福岡市のカワイイ区に対しては、私の周辺限定でいうと評判はよくなかった。「何をやってるのか分からない」「そもそも意味が分からない」「税金使ってやることか」「高島はチャラいことばっかりやりたがる」等々。業務委託の経緯の不透明性がニュースになってからは特に。まあ「カワイイ区」を知らない人もけっこういたけど。

なので今回の流れは「まあそうなるよね」という感じなのだが、ネットでの反応をみると「たった4件の苦情に屈した」的な反応が見られる。しかしこれは誤解で、ここでいう苦情とは単に市に寄せられた否定的意見ということではなく、苦情処理の手続き上の苦情申出書が提出された件数が4件あったということである。

福岡市男女共同参画を推進する条例
第26条 市長は,市が実施する男女共同参画の推進に関する施策又は男女共同参画の推進に影響を及ぼすと認められる施策について,市民等から苦情の申出があった場合は,福岡市男女共同参画審議会の意見を聴いたうえで,必要に応じて,適切な措置を講じるものとする。
2 市長は,前項の申出をした市民等に対し,当該申出に係る意見及び講じた措置の内容を通知しなければならない。

そして今回の対応は、福岡市男女共同参画審議会苦情処理部会が担当課に問い合わせをし、その回答について審議したうえで、事業の見直しを求める答申書案をまとめた(さらに担当課がそれに先んじて篠田麻里子を退任させた)という形である。ちなみに、ちょっと古いが2009年の都道府県・政令指定都市の苦情処理件数が40件とのことだから、4件の苦情処理申立てとは決して少ないとはいえない数字なのである。また、市の担当課の回答をみると、今回の苦情申立て以外にも事業への否定的意見(「委託や特別住民票の郵送サービスなどの契約に関する意見」「芸能界やアイドルの宣伝行為につながる事業は辞めるべきとの意見」「男性優位の姿勢が感じられ、残念との意見」など)が市民から寄せられており、また議会でも批判されていることが分かる。

また、新聞等の記事では「男女差別を助長する」「女性はかわいくあるべきだといった意識を助長する」「『女性はかわいくなければ』というメッセージを発信している」といった苦情が寄せられたという書き方がほとんどなのだが、実際の苦情申出書をみると、いずれも税金を使って行政がこのような行うことに対して苦情の申立てが行われたものだ。

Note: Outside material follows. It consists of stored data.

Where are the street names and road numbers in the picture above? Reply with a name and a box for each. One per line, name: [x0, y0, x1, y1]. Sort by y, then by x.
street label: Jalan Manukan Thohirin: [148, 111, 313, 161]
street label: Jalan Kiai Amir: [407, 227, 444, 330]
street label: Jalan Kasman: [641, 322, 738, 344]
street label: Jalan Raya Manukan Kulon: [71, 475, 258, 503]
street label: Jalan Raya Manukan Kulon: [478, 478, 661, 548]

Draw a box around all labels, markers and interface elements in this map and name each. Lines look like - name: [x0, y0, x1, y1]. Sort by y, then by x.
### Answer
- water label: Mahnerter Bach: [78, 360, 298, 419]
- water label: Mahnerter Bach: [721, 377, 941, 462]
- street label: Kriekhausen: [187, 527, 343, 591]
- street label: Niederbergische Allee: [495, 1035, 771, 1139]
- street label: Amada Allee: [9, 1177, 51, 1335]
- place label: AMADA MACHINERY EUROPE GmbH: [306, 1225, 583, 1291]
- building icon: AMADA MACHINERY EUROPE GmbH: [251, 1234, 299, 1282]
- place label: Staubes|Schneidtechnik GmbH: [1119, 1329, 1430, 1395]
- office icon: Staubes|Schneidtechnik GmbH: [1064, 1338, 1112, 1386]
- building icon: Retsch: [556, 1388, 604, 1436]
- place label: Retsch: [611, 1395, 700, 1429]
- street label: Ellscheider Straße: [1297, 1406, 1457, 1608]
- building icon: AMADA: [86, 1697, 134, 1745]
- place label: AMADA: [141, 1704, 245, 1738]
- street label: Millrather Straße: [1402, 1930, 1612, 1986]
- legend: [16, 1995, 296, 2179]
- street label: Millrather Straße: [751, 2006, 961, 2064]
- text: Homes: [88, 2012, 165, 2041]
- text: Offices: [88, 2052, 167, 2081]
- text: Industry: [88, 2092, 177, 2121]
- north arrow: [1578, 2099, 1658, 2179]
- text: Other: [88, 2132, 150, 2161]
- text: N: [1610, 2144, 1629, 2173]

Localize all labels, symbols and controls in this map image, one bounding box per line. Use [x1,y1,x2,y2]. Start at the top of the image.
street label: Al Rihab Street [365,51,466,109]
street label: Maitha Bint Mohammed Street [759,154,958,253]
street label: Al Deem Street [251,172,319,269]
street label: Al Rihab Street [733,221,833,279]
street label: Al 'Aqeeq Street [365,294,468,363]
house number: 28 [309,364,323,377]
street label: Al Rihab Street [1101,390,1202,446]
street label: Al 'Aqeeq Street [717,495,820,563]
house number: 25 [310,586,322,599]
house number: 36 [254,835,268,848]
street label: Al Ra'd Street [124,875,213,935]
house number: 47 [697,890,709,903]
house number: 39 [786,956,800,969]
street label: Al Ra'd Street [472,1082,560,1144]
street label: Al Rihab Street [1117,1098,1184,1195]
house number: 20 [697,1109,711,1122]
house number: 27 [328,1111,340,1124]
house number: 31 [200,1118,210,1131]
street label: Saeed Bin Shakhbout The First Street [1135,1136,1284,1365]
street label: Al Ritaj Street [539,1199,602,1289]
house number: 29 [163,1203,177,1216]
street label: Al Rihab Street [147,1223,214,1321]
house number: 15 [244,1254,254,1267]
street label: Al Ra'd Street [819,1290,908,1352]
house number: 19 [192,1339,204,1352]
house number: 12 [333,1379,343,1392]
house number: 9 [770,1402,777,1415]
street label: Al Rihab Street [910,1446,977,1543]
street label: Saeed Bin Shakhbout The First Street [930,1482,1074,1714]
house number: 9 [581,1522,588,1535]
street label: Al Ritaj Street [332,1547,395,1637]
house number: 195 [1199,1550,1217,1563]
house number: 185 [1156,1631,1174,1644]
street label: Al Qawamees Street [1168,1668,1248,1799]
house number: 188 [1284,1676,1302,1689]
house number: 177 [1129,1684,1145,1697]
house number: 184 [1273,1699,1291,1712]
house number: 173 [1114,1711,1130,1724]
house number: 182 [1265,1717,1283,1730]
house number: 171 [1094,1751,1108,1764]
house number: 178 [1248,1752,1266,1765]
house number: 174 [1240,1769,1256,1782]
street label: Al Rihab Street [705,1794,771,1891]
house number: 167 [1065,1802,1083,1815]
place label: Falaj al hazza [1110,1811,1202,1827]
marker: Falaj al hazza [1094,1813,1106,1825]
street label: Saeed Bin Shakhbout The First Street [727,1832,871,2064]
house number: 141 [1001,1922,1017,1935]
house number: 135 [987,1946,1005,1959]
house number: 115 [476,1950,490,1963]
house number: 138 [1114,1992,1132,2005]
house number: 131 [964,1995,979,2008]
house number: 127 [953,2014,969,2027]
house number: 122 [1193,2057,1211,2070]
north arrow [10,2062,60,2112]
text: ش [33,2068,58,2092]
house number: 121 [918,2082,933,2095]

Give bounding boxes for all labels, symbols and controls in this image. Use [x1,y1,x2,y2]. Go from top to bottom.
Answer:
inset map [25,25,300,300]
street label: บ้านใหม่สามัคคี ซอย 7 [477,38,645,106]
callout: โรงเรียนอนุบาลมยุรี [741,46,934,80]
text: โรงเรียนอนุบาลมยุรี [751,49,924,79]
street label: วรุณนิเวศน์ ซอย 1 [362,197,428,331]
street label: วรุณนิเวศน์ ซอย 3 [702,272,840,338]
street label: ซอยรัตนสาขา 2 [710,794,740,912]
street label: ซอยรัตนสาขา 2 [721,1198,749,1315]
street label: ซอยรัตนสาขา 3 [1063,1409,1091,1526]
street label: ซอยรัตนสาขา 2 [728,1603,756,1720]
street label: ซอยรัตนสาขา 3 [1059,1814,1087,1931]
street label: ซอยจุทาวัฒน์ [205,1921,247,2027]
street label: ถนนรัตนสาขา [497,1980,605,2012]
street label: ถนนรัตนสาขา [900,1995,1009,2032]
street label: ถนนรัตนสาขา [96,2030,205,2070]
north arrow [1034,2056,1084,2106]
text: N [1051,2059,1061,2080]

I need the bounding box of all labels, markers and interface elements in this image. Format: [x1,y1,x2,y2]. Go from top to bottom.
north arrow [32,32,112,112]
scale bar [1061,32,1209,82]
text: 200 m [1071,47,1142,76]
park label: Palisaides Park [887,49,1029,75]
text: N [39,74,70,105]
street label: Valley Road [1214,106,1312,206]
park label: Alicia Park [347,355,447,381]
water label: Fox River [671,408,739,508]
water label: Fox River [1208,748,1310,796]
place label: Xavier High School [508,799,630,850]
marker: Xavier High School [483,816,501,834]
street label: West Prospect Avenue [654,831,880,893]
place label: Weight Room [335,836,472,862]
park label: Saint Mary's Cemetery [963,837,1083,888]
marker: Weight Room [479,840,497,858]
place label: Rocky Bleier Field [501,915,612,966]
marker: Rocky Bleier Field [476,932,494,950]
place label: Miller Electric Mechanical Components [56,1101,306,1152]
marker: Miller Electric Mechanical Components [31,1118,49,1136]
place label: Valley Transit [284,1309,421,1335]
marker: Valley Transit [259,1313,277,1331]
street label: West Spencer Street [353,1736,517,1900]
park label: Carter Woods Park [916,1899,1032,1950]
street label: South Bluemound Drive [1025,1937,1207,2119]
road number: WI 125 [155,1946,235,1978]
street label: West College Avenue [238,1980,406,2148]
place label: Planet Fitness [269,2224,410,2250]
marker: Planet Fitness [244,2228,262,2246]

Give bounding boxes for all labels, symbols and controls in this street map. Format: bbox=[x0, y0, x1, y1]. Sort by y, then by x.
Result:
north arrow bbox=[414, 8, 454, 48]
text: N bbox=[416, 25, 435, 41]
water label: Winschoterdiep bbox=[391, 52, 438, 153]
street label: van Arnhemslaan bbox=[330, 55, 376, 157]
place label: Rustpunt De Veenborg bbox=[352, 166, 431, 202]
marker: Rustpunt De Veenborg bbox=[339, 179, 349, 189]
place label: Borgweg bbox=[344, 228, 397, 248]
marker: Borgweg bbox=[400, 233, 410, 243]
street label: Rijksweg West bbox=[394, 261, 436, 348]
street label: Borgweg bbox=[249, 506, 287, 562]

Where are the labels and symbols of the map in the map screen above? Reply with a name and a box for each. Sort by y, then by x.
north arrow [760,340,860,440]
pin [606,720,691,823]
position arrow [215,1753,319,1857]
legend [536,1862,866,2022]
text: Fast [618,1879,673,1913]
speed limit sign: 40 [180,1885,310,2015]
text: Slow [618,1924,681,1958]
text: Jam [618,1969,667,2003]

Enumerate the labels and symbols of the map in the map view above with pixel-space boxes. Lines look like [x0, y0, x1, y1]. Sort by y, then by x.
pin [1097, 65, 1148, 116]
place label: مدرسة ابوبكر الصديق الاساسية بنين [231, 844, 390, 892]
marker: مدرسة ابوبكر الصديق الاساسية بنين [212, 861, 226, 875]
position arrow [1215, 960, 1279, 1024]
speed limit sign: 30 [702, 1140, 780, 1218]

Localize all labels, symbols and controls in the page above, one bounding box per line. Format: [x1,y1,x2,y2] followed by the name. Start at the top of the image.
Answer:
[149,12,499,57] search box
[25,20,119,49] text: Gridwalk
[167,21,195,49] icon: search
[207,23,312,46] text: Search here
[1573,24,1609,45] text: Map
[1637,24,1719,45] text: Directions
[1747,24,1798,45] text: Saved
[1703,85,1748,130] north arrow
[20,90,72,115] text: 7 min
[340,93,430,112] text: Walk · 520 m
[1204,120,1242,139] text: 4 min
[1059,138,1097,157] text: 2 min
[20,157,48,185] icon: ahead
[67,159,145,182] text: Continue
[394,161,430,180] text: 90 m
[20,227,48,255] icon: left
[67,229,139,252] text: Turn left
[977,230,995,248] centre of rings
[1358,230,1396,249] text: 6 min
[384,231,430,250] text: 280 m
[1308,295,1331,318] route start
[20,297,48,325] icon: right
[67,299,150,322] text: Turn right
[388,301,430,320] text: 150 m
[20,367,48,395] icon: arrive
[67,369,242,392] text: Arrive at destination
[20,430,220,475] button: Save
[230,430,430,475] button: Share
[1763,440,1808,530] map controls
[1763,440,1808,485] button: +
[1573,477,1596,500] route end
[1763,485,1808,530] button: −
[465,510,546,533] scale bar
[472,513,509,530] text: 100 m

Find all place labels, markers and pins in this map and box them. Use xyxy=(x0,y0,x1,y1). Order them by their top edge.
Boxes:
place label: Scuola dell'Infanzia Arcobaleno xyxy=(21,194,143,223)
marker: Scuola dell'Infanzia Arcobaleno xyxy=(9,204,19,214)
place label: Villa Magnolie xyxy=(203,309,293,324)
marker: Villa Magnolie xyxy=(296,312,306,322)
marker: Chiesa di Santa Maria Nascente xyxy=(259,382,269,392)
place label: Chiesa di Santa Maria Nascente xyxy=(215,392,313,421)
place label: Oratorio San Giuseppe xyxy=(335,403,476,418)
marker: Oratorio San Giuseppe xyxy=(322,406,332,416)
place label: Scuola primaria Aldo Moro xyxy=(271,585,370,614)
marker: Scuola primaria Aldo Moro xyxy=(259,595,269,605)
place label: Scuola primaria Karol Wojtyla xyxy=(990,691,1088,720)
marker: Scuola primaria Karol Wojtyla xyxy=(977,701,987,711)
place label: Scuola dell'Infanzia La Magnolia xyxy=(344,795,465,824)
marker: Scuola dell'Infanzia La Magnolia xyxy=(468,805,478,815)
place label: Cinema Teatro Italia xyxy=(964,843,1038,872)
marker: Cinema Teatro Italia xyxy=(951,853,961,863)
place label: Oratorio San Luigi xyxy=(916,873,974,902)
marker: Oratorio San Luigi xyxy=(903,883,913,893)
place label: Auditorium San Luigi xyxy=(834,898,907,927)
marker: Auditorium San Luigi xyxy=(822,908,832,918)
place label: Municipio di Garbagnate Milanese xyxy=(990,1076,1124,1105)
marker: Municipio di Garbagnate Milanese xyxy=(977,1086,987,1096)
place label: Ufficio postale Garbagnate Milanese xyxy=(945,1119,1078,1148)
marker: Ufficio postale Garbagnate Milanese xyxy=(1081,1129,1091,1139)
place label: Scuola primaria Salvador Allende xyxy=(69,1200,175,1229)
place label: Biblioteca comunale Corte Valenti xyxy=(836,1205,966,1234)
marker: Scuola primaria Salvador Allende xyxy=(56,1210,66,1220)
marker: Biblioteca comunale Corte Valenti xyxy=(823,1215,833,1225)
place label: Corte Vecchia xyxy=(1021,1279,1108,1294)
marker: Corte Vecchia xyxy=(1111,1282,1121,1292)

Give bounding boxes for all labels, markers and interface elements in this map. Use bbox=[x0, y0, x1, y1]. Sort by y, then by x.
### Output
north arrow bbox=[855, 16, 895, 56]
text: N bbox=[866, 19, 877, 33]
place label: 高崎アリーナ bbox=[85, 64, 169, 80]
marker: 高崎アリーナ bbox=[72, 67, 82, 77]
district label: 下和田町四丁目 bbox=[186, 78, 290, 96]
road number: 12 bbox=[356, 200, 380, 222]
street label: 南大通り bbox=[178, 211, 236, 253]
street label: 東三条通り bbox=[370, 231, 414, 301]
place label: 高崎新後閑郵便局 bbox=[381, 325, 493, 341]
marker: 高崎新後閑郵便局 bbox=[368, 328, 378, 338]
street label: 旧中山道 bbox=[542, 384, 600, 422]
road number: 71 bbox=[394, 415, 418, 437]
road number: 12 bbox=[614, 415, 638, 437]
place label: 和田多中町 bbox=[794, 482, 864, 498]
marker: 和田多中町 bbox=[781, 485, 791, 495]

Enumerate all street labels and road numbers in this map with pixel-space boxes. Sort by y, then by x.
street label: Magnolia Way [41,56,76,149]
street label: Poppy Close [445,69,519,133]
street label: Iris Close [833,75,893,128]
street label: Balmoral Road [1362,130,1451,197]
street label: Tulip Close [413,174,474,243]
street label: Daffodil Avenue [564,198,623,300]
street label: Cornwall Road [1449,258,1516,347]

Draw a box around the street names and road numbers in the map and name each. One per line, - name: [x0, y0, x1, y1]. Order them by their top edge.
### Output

個人的には男女共同参画の観点からはもちろん(こんな苦情批判が出ることは予想できそうなものだが、担当課は男女共同参画課に事前に問い合わせもしていなかったらしい)、経費削減のためにNPOにタダ働きを求める一方で(あと、市とNPOの共働事業はお金は出されるけど選考プレゼン、中間報告、最終報告をすべて公開でやらされ事業評価もされる)、こんな効果も不明な事業をきちんとした手続きも踏まず委託という形で行うなんて、脇が甘いという他ないよねと思うわけですよ。